• Glaucoma Procedures Combined with Cataract Surgery

    Reviewed By J Kevin McKinney MD
    Sep. 16, 2020

    Cataract surgery and trabeculectomy

    For those with more severe glaucoma, having a trabeculectomy with cataract surgery may lead to lower eye pressure. Your ophthalmologist removes your eye’s cloudy lens and replaces it with an artificial one. During the trabeculectomy, your surgeon creates a tiny opening, or flap, in the white of your eye. Then a bubble-like pocket, called a bleb, is also created over the white of the eye. The excess fluid drains out of the eye through the flap and into the bleb. The fluid in the bleb is absorbed naturally by the body, lowering eye pressure.

    Illustration of a trabeculectomy, when a surgeon creates a tiny flap in the white of your eye to lower intraocular pressure from glaucoma

    Cataract surgery and glaucoma shunt procedures

    During this surgery, your ophthalmologist will remove your eye’s cloudy lens and replace it with an artificial one. To help lower your eye pressure, he or she will also put a tiny, plastic tube called a shunt under the thin, clear membrane covering the white of your eye. The shunt sends blocked fluid inside the eye to a small, plastic plate your surgeon puts on the eye wall. There, the fluid is absorbed by blood vessels nearby. This helps lower eye pressure.

    Image of aqueous fluid exiting eye onto the implant plate on white of eye

    Cataract surgery and newer glaucoma surgeries

    There are some newer glaucoma procedures that do not require as much cutting into the eye. These procedures are called MIGS, or microinvasive glaucoma surgeries. Many of these surgeries can be combined with cataract surgery for people with mild to moderate open-angle glaucoma. These procedures use the same incision, or small cut, to enter the eye that your surgeon uses to remove the cataract. Most MIGS surgeries move the trapped fluid from the eye by removing the blockage or bypassing it with a small tube or stent. These surgeries help lower eye pressure but may not lower it enough to stop all glaucoma medications.

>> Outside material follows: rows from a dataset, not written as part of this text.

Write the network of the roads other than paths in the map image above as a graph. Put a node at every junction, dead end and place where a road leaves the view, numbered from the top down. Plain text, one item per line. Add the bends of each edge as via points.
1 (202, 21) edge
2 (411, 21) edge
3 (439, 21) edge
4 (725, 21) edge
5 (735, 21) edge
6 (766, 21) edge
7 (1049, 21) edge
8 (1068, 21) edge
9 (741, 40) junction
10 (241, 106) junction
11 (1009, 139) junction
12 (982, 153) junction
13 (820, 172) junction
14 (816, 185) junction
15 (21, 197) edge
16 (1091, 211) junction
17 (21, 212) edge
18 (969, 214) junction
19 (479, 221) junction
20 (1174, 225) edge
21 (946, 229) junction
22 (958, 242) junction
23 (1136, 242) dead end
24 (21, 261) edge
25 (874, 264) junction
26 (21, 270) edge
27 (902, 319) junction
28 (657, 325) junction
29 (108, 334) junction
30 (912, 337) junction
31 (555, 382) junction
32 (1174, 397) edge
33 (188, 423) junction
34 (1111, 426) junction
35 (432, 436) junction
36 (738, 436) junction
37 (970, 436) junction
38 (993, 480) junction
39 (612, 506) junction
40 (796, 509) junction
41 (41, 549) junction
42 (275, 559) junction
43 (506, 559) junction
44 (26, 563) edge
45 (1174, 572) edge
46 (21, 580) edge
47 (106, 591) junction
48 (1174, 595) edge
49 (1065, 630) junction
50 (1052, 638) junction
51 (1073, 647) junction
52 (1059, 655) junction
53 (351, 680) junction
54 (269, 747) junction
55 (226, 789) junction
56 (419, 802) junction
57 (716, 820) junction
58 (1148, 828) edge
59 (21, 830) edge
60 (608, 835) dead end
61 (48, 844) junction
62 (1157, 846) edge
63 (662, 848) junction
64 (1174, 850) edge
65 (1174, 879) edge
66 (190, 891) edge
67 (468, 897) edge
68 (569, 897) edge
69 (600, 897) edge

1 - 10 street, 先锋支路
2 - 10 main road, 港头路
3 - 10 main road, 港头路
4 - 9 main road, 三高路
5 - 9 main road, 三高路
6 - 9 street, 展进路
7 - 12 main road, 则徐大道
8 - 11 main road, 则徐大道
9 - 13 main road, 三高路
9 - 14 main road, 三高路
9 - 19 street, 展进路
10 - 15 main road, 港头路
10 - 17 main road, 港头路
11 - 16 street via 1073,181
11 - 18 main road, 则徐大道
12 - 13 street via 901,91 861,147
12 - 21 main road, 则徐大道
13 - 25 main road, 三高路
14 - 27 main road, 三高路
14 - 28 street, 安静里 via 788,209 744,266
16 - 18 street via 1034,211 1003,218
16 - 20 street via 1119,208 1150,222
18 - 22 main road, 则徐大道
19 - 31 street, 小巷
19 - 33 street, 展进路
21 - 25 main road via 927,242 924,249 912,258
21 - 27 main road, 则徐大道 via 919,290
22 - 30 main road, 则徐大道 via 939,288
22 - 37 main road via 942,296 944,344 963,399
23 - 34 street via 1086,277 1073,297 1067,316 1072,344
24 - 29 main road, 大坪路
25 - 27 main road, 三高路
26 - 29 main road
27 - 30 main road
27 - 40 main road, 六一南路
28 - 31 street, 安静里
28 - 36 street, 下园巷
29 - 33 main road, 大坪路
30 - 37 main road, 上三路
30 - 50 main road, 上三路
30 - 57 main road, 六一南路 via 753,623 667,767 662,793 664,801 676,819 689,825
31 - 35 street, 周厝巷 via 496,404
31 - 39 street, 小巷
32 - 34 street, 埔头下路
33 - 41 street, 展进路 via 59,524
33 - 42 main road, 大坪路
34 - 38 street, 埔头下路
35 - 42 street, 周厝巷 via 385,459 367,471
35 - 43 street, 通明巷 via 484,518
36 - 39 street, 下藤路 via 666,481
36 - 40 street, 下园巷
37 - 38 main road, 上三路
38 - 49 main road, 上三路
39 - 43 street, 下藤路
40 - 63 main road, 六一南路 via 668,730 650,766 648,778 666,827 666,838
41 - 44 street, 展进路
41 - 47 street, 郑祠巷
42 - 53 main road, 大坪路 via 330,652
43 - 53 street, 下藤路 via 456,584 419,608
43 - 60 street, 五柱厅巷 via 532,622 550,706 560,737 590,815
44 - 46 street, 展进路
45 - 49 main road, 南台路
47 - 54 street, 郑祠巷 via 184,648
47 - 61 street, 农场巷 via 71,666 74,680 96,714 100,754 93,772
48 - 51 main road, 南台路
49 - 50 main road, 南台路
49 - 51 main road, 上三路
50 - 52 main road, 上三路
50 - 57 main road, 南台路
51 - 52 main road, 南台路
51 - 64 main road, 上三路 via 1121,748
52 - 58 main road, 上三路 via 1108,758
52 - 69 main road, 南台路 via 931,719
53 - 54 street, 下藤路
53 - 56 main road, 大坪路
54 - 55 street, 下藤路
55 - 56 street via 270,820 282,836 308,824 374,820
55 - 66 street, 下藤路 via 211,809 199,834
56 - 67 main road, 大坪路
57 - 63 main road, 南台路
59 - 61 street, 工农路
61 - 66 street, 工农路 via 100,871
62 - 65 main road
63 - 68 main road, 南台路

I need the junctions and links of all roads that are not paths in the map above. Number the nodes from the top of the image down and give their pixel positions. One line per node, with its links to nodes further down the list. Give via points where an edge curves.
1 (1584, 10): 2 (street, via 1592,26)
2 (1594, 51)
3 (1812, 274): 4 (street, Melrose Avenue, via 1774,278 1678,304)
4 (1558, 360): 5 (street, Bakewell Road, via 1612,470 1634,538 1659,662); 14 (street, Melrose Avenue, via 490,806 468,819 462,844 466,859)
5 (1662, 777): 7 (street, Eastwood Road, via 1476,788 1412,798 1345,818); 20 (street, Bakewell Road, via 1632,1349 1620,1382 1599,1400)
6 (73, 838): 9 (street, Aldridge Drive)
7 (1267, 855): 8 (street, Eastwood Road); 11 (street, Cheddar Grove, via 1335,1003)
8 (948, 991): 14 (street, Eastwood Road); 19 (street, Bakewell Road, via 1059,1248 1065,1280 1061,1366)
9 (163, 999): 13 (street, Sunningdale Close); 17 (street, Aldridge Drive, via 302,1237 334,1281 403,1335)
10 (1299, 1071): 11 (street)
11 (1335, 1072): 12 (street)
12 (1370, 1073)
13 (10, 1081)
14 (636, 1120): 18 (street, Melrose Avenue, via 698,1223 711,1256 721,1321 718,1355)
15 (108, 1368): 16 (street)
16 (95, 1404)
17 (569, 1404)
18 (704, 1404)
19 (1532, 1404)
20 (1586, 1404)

    Combined cataract and glaucoma surgery is not for everyone

    • Sometimes a cataract is not causing vision problems, but the glaucoma needs to be treated. In these cases, it is best to do the glaucoma surgery and delay cataract surgery until later.
    • In other cases, glaucoma is well-controlled without surgery but cataracts are limiting vision. In these cases, cataract surgery alone or cataract surgery with MIGS may be the best option.
    • Other patients have cataracts and a kind of glaucoma called narrow- or closed-angle glaucoma. With this type of glaucoma, the iris (colored part of your eye) is pushed too far forward, blocking fluid from leaving the eye. This raises eye pressure. A cataract can make this type of glaucoma worse. With the cataract removed, eye pressure may improve without glaucoma surgery.